Indépendance de l’Érythrée
En 1962, l’empereur éthiopien Haïlé Sélassié annexe l’Érythrée, alors "entité autonome" fédérée à l’Éthiopie. En mai 1991, après 30 ans de guerre contre le pouvoir central, les rebelles indépendantistes du Front populaire de libération de l’Érythrée (FPLE), qui ont grandement participé au renversement du régime de Mengistu Haïlé Mariam à Addis Abeba en s’alliant au Front populaire de libération du Tigré (FPLT) de Meles Zenawi, s’emparent d’Asmara et installent un gouvernement dirigé par le président Issaias Afeworki. L’Érythrée devient officiellement indépendante le 24 mai 1993 et récupère le contrôle des ports de Massawa et d’Assab, faisant perdre à l’Éthiopie son unique façade maritime, sur la mer Rouge.
Conflit meurtrier
En mai 1998, les deux voisins entrent en guerre. L’Érythrée accuse l’Éthiopie d’avoir changé le tracé de la frontière, long de quelque 1 000 km, resté flou à l’indépendance, tandis qu’Addis Abeba accuse Asmara d’avoir violé son territoire en envahissant la zone de Badme.

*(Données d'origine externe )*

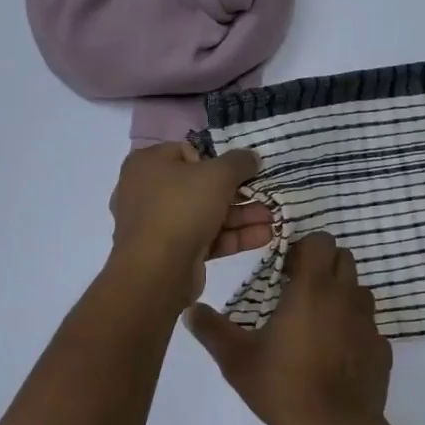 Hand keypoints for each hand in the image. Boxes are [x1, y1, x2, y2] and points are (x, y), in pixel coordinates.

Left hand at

Deux ans plus tard, après l’échec de négociations, l’Éthiopie lance une vaste offensive, enfonçant les lignes érythréennes. Un accord de paix, signé en décembre 2000 à Alger, met fin au conflit qui a fait quelque 80 000 morts. Une zone temporaire de sécurité, de 25 km de large le long de la frontière, est établie et surveillée par l’Onu.
Arbitrage international
En avril 2002, en collaboration avec la Cour d’arbitrage internationale de La Haye, une commission chargée de délimiter le nouveau tracé accorde des territoires à chaque partie, attribuant la région contestée de Badme à l’Erythrée, décision jugée "totalement illégale et injuste" par l’Éthiopie. Fin 2004, l’Éthiopie déclare accepter le "principe" de l’accord, réclamant toutefois des "ajustements", refusés par Asmara. Le gouvernement éthiopien demande notamment des consultations auprès des populations locales avant de retirer ses troupes de Badme. L’occupation de cette ville et la nécessité de se défendre contre l’Éthiopie sont depuis des années des arguments utilisés par le président Issaias pour justifier un régime parmi les plus répressifs au monde.
Graves tensions
En 2005, des mouvements de troupes sont à plusieurs reprises signalés dans la zone frontalière. La mission de l’Onu (Minuee) est entravée par les autorités érythréennes, qui accusent les Nations unies de favoriser l’Ethiopie, expulsent son personnel et lui interdisent le survol du pays en hélicoptère. Des affrontements périodiques laissent craindre une reprise d’un conflit à grande échelle.
Dégel et accord de paix
En juin 2018, le nouveau Premier ministre éthiopien Abiy Ahmed, qui a amorcé un train de réformes sans précédent, annonce vouloir mettre un terme au litige frontalier. L’Ethiopie est prête à appliquer l’accord de paix de 2000 et les conclusions de la commission sur la frontière. Le 8 juillet, une rencontre historique entre le Premier ministre éthiopien et le président érythréen, inimaginable quelques semaines plus tôt, a lieu à Asmara, saluée par la foule. Le lendemain, les deux dirigeants signent une déclaration commune mettant fin à l’état de guerre. Dans la foulée, Issaias Afeworki effectue une visite en Éthiopie. Des ambassades sont rouvertes dans les deux pays, les liaisons commerciales aériennes reprennent. En septembre 2018, les deux pays rouvrent deux postes frontières fermés depuis 20 ans, qui seront néanmoins refermés en décembre. Le 16, l’Éthiopie et l’Erythrée signent un accord de paix en Arabie saoudite.